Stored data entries
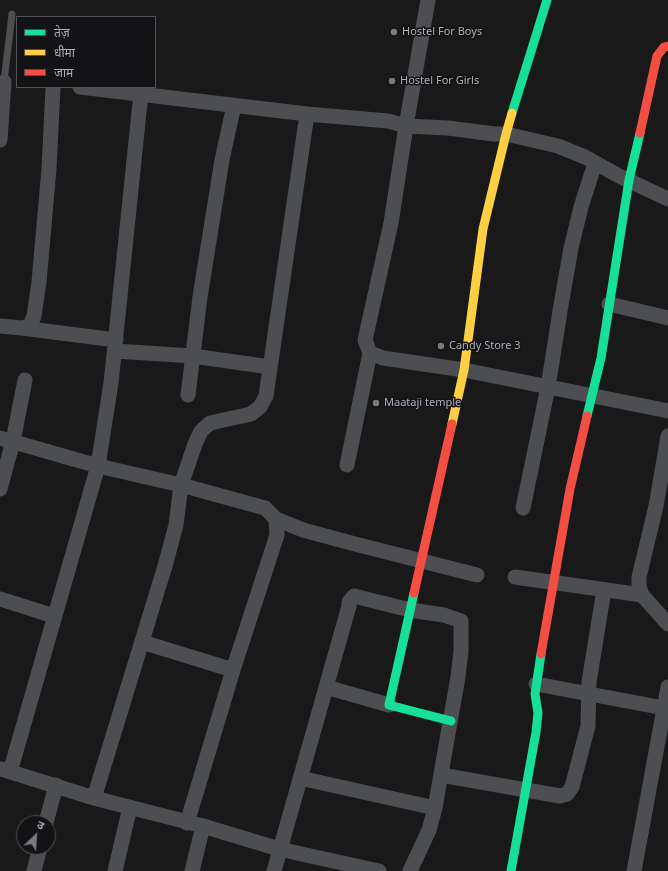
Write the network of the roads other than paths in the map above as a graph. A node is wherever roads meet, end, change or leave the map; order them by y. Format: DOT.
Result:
graph roads {
  1 [pos="428,0"];
  2 [pos="547,0"];
  3 [pos="12,14"];
  4 [pos="668,46"];
  5 [pos="7,82"];
  6 [pos="53,88"];
  7 [pos="90,88"];
  8 [pos="141,93"];
  9 [pos="234,105"];
  10 [pos="306,114"];
  11 [pos="406,126"];
  12 [pos="506,134"];
  13 [pos="0,140"];
  14 [pos="595,163"];
  15 [pos="629,180"];
  16 [pos="668,199"];
  17 [pos="609,304"];
  18 [pos="668,318"];
  19 [pos="0,326"];
  20 [pos="22,328"];
  21 [pos="115,346"];
  22 [pos="370,353"];
  23 [pos="193,356"];
  24 [pos="270,367"];
  25 [pos="464,370"];
  26 [pos="25,380"];
  27 [pos="548,387"];
  28 [pos="188,395"];
  29 [pos="592,396"];
  30 [pos="668,411"];
  31 [pos="668,436"];
  32 [pos="6,440"];
  33 [pos="347,465"];
  34 [pos="98,466"];
  35 [pos="181,485"];
  36 [pos="0,489"];
  37 [pos="523,508"];
  38 [pos="662,508"];
  39 [pos="276,519"];
  40 [pos="421,561"];
  41 [pos="477,575"];
  42 [pos="515,577"];
  43 [pos="554,583"];
  44 [pos="604,590"];
  45 [pos="642,595"];
  46 [pos="0,598"];
  47 [pos="410,610"];
  48 [pos="54,616"];
  49 [pos="668,624"];
  50 [pos="142,642"];
  51 [pos="233,670"];
  52 [pos="536,684"];
  53 [pos="326,687"];
  54 [pos="668,687"];
  55 [pos="589,694"];
  56 [pos="389,705"];
  57 [pos="664,708"];
  58 [pos="451,721"];
  59 [pos="662,759"];
  60 [pos="5,771"];
  61 [pos="441,775"];
  62 [pos="300,778"];
  63 [pos="56,785"];
  64 [pos="526,790"];
  65 [pos="94,798"];
  66 [pos="130,807"];
  67 [pos="435,808"];
  68 [pos="48,815"];
  69 [pos="187,823"];
  70 [pos="203,826"];
  71 [pos="280,849"];
  72 [pos="38,855"];
  73 [pos="355,869"];
  74 [pos="34,871"];
  75 [pos="115,871"];
  76 [pos="192,871"];
  77 [pos="274,871"];
  78 [pos="379,871"];
  79 [pos="410,871"];
  80 [pos="511,871"];
  81 [pos="634,871"];
  1 -- 11 [label="street"];
  2 -- 12 [label="street"];
  3 -- 5 [label="lane"];
  4 -- 15 [label="street"];
  5 -- 13 [label="street"];
  6 -- 20 [label="street"];
  7 -- 8 [label="street"];
  8 -- 9 [label="street"];
  8 -- 21 [label="street"];
  9 -- 10 [label="street"];
  9 -- 23 [label="street"];
  10 -- 11 [label="street"];
  10 -- 24 [label="street"];
  11 -- 12 [label="street"];
  11 -- 22 [label="street"];
  12 -- 14 [label="street"];
  12 -- 25 [label="street"];
  14 -- 15 [label="street"];
  14 -- 27 [label="street"];
  15 -- 16 [label="street"];
  15 -- 17 [label="street"];
  17 -- 18 [label="street"];
  17 -- 29 [label="street"];
  19 -- 20 [label="street"];
  20 -- 21 [label="street"];
  21 -- 23 [label="street"];
  21 -- 34 [label="street"];
  22 -- 25 [label="street"];
  22 -- 33 [label="street"];
  23 -- 24 [label="street"];
  23 -- 28 [label="street"];
  24 -- 35 [label="street"];
  25 -- 27 [label="street"];
  25 -- 40 [label="street"];
  26 -- 32 [label="street"];
  27 -- 29 [label="street"];
  27 -- 37 [label="street"];
  29 -- 30 [label="street"];
  29 -- 43 [label="street"];
  31 -- 38 [label="street"];
  32 -- 34 [label="street"];
  32 -- 36 [label="street"];
  34 -- 35 [label="street"];
  34 -- 48 [label="street"];
  35 -- 39 [label="street"];
  35 -- 50 [label="street"];
  38 -- 45 [label="street"];
  39 -- 40 [label="street"];
  39 -- 51 [label="street"];
  40 -- 41 [label="street"];
  40 -- 47 [label="street"];
  42 -- 43 [label="street"];
  43 -- 44 [label="street"];
  43 -- 52 [label="street"];
  44 -- 45 [label="street"];
  44 -- 55 [label="street"];
  45 -- 49 [label="street"];
  46 -- 48 [label="street"];
  47 -- 53 [label="street"];
  47 -- 56 [label="street"];
  47 -- 58 [label="street"];
  48 -- 60 [label="street"];
  50 -- 51 [label="street"];
  50 -- 65 [label="street"];
  51 -- 69 [label="street"];
  52 -- 55 [label="street"];
  52 -- 64 [label="street"];
  53 -- 56 [label="street"];
  53 -- 62 [label="street"];
  54 -- 57 [label="street"];
  55 -- 57 [label="street"];
  55 -- 64 [label="street"];
  56 -- 58 [label="street"];
  57 -- 59 [label="street"];
  58 -- 61 [label="street"];
  59 -- 81 [label="street"];
  60 -- 63 [label="street"];
  61 -- 64 [label="street"];
  61 -- 67 [label="street"];
  62 -- 67 [label="street"];
  62 -- 71 [label="street"];
  63 -- 65 [label="street"];
  63 -- 68 [label="street"];
  64 -- 80 [label="street"];
  65 -- 66 [label="street"];
  66 -- 69 [label="street"];
  66 -- 75 [label="street"];
  67 -- 79 [label="street"];
  69 -- 70 [label="street"];
  70 -- 71 [label="street"];
  70 -- 76 [label="street"];
  71 -- 73 [label="street"];
  71 -- 77 [label="street"];
  72 -- 74 [label="street"];
  73 -- 78 [label="street"];
}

◆ **What this task involves**
Which lines above include the word "graph"? Pick them out and copy them.

◆ **Reply to the exercise**
Write the network of the roads other than paths in the map above as a graph. A node is wherever roads meet, end, change or leave the map; order them by y. Format: DOT.
graph roads {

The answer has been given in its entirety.